Les années passent. Avec leur lot d’espoirs : “Quand elle aborde un nouveau traitement, on se dit : “cette fois, ça va être la bonne”. Et puis, quatre ou cinq mois après, c’est fini.” Un jour, poussée par une médecin, Michelle loue un appartement pour permettre à sa fille de vivre seule. Elle le dédaigne pendant des mois, puis s’installe dans ces 35 mètres carrés au deuxième étage du 17 bis, rue Erlanger, à Paris. Nouvelle embellie. Et nouvelle rechute. En janvier 2019, “elle allait de nouveau mal, elle ne supportait plus Paris”, se souvient sa mère.

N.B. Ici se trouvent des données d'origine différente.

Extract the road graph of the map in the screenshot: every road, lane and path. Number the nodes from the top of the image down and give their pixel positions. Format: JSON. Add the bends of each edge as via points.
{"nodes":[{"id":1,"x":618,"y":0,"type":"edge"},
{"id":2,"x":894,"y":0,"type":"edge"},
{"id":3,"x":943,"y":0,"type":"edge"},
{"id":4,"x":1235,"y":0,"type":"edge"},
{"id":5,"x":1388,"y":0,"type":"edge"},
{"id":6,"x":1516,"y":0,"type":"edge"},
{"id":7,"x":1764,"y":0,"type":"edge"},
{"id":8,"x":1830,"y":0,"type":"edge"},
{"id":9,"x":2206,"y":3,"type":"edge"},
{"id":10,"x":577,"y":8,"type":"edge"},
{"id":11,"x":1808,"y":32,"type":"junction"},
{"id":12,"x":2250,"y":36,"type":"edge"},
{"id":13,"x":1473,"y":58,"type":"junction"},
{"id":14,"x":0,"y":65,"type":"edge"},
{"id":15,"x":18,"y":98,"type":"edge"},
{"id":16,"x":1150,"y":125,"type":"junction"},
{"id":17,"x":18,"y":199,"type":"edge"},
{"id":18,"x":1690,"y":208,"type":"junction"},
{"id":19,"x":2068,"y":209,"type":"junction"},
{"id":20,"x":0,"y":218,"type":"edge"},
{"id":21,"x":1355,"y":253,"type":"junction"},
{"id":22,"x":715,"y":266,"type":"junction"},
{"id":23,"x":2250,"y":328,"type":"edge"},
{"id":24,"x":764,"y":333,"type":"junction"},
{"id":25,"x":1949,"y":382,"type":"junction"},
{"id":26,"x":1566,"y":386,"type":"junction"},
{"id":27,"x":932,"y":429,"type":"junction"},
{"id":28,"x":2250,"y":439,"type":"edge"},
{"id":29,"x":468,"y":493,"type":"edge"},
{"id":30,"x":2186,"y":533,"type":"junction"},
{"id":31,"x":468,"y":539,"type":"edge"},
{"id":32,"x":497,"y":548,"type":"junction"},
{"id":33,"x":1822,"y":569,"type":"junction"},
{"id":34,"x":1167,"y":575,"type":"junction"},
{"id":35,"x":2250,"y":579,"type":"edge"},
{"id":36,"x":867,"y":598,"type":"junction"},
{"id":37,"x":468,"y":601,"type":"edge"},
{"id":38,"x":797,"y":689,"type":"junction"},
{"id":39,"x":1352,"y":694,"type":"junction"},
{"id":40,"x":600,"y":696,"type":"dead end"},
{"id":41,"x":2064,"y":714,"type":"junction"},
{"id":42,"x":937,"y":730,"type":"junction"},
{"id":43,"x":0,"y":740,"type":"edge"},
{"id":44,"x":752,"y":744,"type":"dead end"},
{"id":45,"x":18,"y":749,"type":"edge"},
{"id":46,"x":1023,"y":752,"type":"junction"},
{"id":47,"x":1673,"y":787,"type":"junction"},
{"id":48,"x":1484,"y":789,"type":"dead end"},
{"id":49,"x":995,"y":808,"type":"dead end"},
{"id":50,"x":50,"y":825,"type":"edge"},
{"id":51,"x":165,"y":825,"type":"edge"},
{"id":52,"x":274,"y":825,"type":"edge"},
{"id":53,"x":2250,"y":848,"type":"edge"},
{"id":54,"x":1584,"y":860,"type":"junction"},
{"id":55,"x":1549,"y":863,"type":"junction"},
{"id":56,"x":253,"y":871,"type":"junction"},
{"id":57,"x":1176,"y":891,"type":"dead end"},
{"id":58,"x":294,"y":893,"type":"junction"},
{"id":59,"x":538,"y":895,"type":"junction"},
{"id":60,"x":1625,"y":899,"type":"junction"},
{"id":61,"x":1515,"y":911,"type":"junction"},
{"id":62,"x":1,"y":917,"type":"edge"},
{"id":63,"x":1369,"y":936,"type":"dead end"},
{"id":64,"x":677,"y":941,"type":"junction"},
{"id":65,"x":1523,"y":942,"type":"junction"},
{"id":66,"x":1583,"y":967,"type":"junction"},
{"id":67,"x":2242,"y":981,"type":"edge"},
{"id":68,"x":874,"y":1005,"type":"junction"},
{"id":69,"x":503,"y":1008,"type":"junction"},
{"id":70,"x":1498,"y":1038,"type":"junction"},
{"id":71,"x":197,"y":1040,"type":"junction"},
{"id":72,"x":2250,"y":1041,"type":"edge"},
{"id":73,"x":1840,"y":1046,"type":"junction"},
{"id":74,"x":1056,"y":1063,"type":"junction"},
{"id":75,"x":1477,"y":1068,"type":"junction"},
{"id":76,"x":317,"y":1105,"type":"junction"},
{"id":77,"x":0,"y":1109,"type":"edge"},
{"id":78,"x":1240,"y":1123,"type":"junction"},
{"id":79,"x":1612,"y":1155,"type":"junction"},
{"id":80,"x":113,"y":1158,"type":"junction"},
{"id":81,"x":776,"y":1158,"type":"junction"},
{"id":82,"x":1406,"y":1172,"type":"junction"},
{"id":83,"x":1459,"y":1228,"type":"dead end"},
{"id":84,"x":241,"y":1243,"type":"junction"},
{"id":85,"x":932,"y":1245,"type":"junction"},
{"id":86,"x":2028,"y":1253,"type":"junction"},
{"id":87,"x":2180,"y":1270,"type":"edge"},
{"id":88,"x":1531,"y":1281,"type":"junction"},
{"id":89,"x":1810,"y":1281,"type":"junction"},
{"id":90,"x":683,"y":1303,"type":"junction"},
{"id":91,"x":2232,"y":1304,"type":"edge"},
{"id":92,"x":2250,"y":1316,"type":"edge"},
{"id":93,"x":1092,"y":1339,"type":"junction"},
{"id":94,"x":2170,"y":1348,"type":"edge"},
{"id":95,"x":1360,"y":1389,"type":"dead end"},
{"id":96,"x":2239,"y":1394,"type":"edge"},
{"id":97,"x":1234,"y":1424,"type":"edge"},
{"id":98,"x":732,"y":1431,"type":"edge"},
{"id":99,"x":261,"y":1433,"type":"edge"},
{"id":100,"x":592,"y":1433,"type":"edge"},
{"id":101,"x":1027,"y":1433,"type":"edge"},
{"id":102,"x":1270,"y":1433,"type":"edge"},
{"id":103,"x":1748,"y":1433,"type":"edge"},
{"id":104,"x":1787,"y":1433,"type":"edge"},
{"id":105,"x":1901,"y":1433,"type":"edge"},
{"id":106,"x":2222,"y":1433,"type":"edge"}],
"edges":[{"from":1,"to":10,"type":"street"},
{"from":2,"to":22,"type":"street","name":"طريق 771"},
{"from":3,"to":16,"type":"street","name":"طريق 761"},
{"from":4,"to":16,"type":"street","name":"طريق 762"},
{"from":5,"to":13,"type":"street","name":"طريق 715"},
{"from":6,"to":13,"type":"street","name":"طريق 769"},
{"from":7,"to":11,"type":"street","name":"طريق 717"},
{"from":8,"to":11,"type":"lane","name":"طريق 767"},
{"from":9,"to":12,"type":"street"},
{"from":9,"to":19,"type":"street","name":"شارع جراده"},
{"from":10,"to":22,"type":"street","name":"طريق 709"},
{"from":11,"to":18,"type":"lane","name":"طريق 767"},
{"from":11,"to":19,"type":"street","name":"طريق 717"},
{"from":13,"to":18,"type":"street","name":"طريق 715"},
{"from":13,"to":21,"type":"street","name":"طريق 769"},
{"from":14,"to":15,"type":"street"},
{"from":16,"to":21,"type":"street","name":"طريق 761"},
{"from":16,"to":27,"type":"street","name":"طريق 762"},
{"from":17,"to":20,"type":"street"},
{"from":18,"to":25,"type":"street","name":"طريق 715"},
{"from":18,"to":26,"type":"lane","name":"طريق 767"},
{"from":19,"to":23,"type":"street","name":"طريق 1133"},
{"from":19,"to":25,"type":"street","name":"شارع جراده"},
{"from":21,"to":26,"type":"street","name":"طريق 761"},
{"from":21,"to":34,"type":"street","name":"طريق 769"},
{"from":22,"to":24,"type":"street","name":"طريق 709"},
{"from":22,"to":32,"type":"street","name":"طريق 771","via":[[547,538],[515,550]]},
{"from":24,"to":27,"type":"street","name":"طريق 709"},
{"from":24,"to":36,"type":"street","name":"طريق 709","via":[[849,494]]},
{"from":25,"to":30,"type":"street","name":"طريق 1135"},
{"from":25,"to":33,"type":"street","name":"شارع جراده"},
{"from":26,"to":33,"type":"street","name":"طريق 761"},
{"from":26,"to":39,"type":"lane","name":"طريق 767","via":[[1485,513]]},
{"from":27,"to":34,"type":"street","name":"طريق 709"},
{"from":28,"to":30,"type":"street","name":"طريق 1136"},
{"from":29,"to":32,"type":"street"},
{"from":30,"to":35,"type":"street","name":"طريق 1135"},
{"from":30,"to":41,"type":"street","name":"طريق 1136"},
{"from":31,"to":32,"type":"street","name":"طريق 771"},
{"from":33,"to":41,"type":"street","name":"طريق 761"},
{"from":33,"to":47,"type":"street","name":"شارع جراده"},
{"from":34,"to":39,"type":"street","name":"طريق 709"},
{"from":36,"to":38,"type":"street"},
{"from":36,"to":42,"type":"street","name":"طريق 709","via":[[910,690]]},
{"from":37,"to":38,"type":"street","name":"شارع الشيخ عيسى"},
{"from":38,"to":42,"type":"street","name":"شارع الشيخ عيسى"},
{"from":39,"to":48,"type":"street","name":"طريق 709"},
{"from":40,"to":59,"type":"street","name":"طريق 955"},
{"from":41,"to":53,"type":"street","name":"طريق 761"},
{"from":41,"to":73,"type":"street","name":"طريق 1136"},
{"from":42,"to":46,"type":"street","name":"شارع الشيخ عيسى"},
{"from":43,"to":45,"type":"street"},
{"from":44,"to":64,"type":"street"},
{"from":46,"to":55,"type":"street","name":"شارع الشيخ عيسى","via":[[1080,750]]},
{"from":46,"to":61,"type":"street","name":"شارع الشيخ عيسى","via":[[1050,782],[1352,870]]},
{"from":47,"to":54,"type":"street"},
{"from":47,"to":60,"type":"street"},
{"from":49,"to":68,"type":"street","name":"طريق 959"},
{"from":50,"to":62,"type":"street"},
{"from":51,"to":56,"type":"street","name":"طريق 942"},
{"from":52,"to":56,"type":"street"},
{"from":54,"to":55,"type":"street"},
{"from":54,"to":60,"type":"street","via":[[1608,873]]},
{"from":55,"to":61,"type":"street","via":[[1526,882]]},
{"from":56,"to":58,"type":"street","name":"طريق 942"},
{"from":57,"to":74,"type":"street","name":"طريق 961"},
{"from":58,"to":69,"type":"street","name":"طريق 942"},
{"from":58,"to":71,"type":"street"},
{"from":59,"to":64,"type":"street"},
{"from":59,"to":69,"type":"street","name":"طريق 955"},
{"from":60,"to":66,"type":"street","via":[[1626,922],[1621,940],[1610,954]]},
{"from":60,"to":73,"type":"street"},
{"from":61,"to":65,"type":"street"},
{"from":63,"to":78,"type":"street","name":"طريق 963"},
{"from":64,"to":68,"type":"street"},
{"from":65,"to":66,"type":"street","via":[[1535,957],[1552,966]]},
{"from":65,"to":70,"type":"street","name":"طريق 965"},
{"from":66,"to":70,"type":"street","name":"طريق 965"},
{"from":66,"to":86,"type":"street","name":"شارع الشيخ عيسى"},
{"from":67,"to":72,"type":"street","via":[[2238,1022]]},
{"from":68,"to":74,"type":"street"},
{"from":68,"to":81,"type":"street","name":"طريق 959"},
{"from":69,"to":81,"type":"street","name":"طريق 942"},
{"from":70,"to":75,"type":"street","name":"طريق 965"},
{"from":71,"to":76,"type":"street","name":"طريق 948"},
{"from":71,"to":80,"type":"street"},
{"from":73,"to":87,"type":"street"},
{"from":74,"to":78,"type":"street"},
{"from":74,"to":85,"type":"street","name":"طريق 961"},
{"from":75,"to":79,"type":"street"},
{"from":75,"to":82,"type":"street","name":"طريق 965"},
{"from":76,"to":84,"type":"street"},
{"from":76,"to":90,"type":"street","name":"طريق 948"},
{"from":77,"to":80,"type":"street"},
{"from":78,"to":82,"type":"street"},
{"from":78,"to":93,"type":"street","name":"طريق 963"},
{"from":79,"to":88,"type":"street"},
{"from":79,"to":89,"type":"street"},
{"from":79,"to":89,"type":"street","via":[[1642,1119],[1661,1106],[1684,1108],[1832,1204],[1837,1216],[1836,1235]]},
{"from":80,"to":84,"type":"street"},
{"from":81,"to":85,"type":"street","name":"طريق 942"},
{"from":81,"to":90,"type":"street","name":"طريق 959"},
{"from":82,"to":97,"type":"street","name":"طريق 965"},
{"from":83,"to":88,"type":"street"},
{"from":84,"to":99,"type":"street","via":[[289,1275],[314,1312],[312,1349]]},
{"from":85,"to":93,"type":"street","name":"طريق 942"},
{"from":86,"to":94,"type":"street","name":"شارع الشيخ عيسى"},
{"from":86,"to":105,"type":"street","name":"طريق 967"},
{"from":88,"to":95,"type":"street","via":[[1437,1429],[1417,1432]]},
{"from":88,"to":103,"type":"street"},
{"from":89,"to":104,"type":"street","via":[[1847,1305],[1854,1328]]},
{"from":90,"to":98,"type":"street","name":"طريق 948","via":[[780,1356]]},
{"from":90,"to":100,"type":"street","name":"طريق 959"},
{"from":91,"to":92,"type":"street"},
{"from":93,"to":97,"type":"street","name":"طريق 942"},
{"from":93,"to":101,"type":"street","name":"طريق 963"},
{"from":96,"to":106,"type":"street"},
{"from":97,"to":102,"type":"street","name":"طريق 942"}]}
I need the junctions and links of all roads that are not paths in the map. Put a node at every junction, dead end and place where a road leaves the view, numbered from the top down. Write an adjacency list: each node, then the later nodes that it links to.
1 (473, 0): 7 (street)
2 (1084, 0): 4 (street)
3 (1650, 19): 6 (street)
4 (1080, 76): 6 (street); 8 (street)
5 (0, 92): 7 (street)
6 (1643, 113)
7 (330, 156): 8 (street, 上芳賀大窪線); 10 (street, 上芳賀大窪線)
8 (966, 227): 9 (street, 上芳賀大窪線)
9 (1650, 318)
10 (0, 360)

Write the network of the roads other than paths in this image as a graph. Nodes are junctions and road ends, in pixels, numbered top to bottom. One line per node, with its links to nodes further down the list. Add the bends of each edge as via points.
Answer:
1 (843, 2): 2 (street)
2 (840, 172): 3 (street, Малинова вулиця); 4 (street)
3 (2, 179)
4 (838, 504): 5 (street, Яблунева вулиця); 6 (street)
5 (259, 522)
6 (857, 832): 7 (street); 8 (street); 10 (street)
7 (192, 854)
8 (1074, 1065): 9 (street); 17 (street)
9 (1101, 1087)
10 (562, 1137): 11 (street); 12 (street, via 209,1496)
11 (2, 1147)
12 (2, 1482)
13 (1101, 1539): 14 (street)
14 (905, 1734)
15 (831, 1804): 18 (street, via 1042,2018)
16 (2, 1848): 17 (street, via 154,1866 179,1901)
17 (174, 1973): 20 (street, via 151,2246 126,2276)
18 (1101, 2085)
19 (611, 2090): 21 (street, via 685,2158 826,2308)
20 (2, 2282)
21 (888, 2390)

Alors, Essia B. part se ressourcer dans le centre de yoga où elle a ses habitudes. Mais quelques jours plus tard, le formateur appelle, paniqué : “ça ne va pas du tout”. “Il l’a remise dans un TGV, en pleine crise en disant au contrôleur de faire attention à elle”, raconte Michelle. À l’arrivée, Mariam, soeur aînée de l’accusée, l’attend sur le quai. “Ca fait 20 ans que je la vois hospitalisée ou droguée, même au téléphone, je le repère tout de suite. Mais là, on était dans une dimension. Elle était totalement incohérente, elle avait des tâches rouges sur le visage”, raconte Mariam à la barre. “Ca m’a mis deux heures pour l’emmener à l’hôpital psychiatrique, puis encore 1h30 pour la convaincre d’entrer. Elle ramassait des gobelets dans le jardin de Sainte-Anne, les remplissait avec de la terre. Elle parlait de chamanes, disait que Gaia était là, lui parlait, qu’elle avait une mission. J’avais jamais entendu ça. Jamais.”

Alors, une fois encore, Mariam signe une hospitalisation à la demande d’un tiers. La famille se rend même le 28 janvier à l’hôpital psychiatrique Sainte-Anne pour une réunion. Essia B. y apparaît toujours délirante. Mais deux jours après, la famille B. apprend que l’accusée est sortie de l’hôpital. Impuissante. Démunie. On est alors six jours avant qu’Essia B. ne mette le feu dans son immeuble. Et cause la mort de dix personnes.